UCLA showings signs of gelling
BY RYAN KARTJE
ORANGE COUNTY REGISTER
Published: Jan. 16, 2013 Updated: 6:29 p.m.
LOS ANGELES – All game long against Colorado last Saturday, UCLA had been gasping for air.
Travis Wear, arguably the team's most conditioned player, couldn't help but pant as he ran up and down the court, stopping between plays for his hands to rest on his knees. Shabazz Muhammad, who started the year out of shape, seemed to revert to that form – the thin Rocky Mountain air allowing for only shallow breaths. Every member of the Bruins' seven-man rotation was gassed, as they desperately tried to hold off their opponent's late run in Boulder.
And as Coach Ben Howland's team surged excitedly off the court and down the tunnel after holding on for a three-point victory and completing their two-game road sweep of Utah and Colorado – the first time any Pac-12 team has accomplished that feat – they turned down a narrow hallway to the small visiting locker room, still catching their breath.
The team remained silent behind close doors for a moment. This had been one of the hardest-fought of their nine consecutive wins – a different class of battle that required the sort of mental toughness the Bruins didn't have when the season began. Six weeks ago, UCLA had lost a home game to Cal Poly. Now, they stood at the top of the Pac-12 mountaintop, having fought their way back.
Without warning, a primal roar exploded from inside the tiny room and filled the back hallway. For all the breath they had used on the court, this was the most resounding of exhales – a moment of catharsis for a team that has, for months since the season began, arduously carried the burden of high expectation.
Howland had hoped his team would embrace an "us against the world" dynamic – thanks to early, public criticism – and the team's prolonged success certainly suggests that they had. Just weeks after reports swirled about his job status, he emerged from the locker room, from his team's primal yell, with a smile on his face. He continued to glow as he leaned back in his chair.
"We're where we want to be in the new season," Howland said. "We just want to keep building. ... This team has a lot of room to continue to grow."
That's the message Howland has conveyed all season: Give this young team some time, and then they might just live up to their potential.
"I think (we're) just gelling more as a team," Muhammad said before the team's two-game road trip. "Back when we played Cal Poly and Georgetown, everybody wasn't on the same page. Now, we just know each other's games and know what we're going to do on offense and defense, and you can tell that our team chemistry is just really getting to where we want it to be."
Muhammad compared those early games to playing pick-up basketball, with each of the Bruins pressing to make something happen. Now, things aren't necessarily coming easy, but the difference is certainly palpable.
For four consecutive Pac-12 games, the Bruins held off a final push from each of their opponents. On the road, those late-game comebacks hung by a thread – a 3-pointer away from dooming UCLA twice in three days. But for a team that needed confidence more than it needed anything else, pulling out close victories have given the Bruins' battle-tested experience that they desperately needed – experience that has them looking like one of the teams to beat in the Pac-12.

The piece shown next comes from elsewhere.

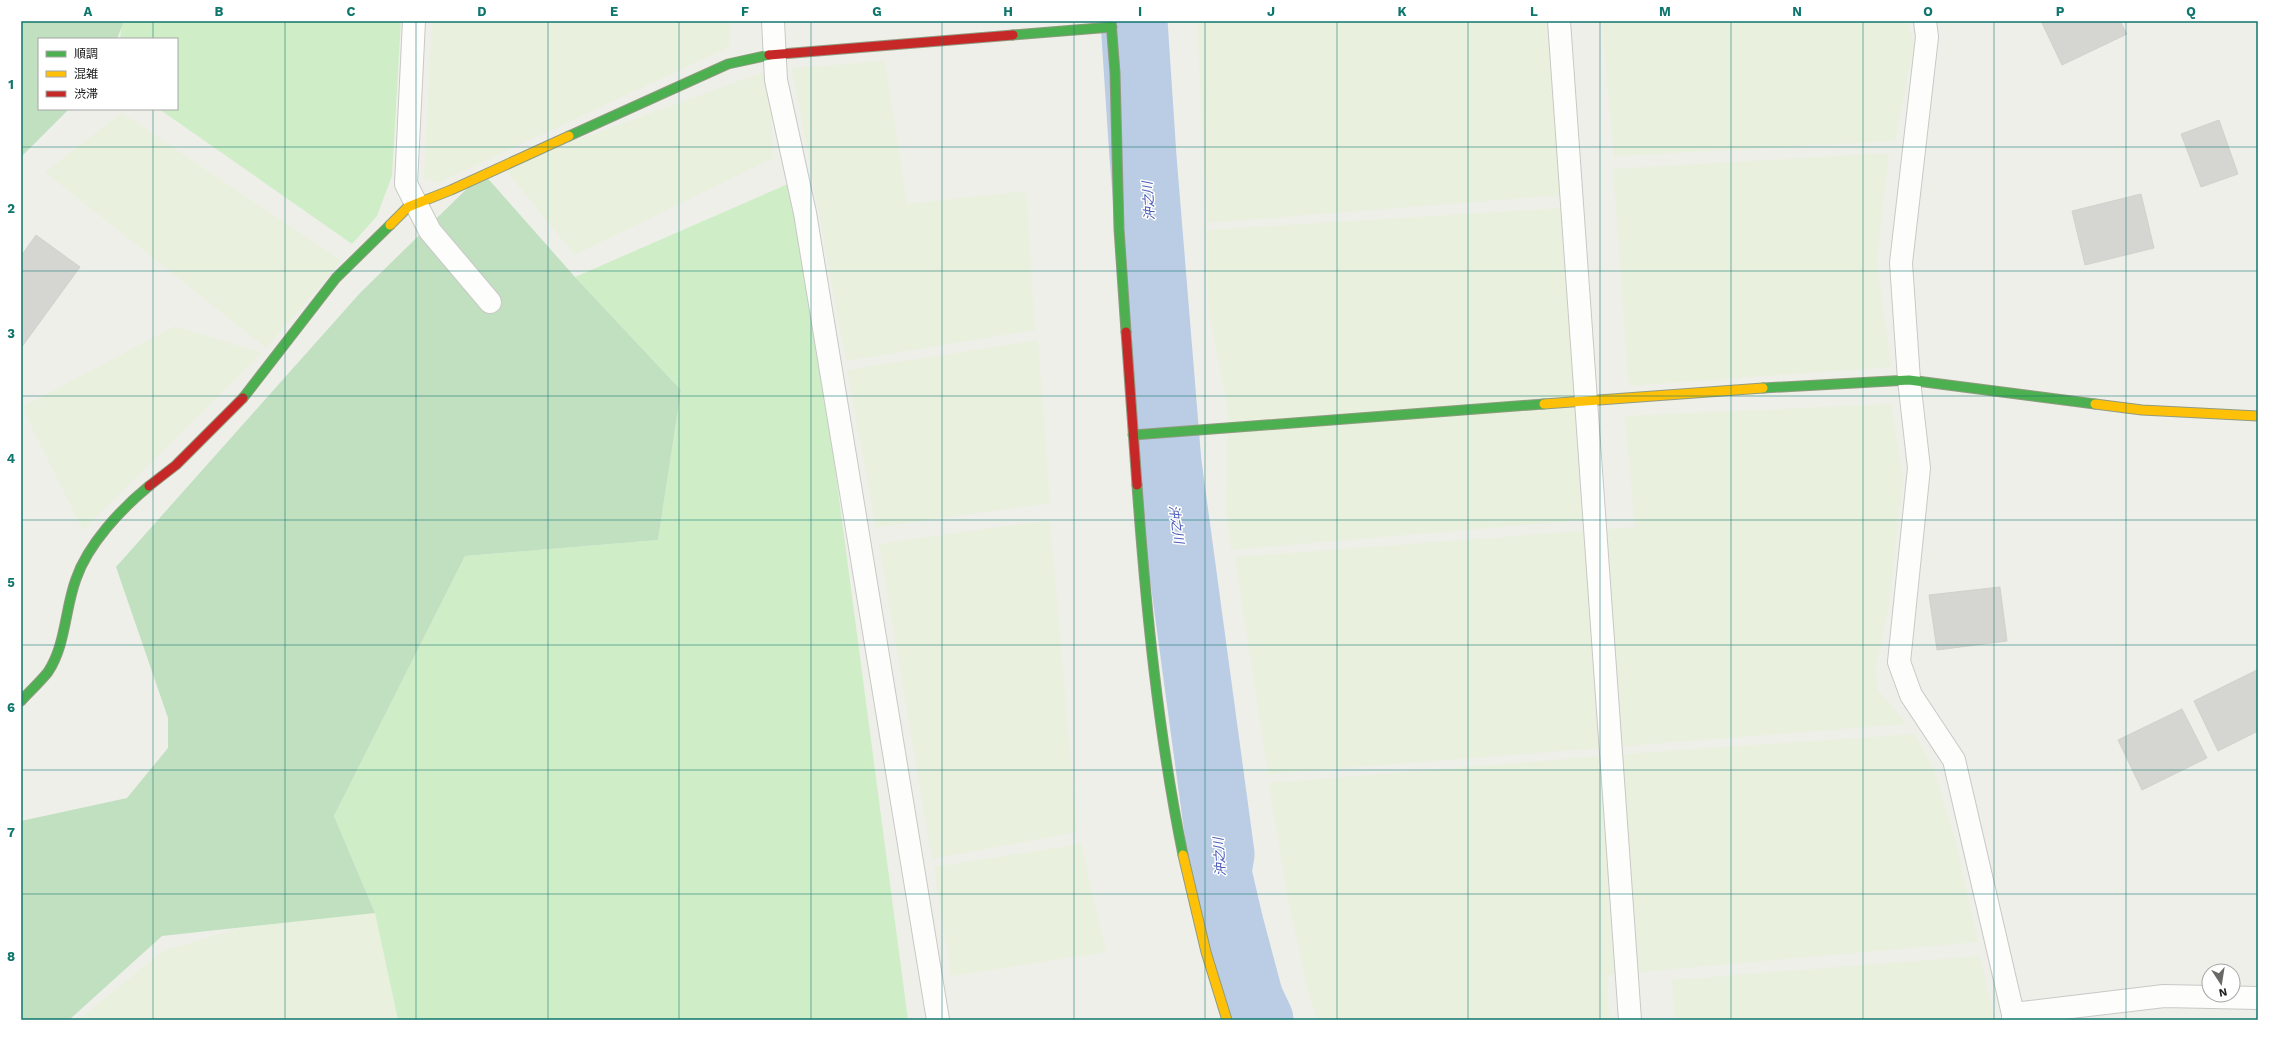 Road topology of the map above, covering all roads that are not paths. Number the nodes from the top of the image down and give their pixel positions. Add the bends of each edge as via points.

"Winning will do that for you," Howland said Tuesday.
But can the Bruins continue on this pace — one victory away from tying their longest winning streak since the 2008-09 season?
UCLA's victories, after all, haven't been all that resounding – especially on offense where the Bruins are averaging just 67 points per game over their last three. The defense has improved noticeably in that span, though, as Pac-12 opponents have shot just 39 percent in four games against UCLA this season.
But Muhammad has struggled mightily to get into rhythm in the past two games, and while Wear has picked up some of the scoring load – averaging 16.6 points over his last five – the Bruins will need a collective effort, with each of its talented freshmen contributing at their highest level, to knock off teams such as Oregon and Arizona – both of which seemed to have emerged as the class of the conference early on. Questions and doubts continue to hang over the program.
A few of those questions will be at least partially answered within the week, as the Ducks come to Pauley Pavilion on Saturday, and UCLA travels to Tucson for its most important contest of the season thus far next Thursday.
That cathartic roar from last Thursday – a ritual that Howland has now used after three games (Texas, Missouri, and Colorado) – undeniably marked a new stage for the young Bruins. But with one goal reached and a pair of road victories in their back pocket, UCLA's next step will be the most important of its season.
"(Winning on the road) kind of takes a little bit of pressure off of us," freshman Kyle Anderson said, "but at the same time, it puts a lot of pressure on us. We're playing really well right now – that's pretty obvious – but we don't want to lose sight of what we've been doing to get here. We want to do the same thing."
And for a team that struggled to find its identity early – hamstrung by the limits of inexperience – staying the same and maintaining that momentum may just be its greatest challenge yet.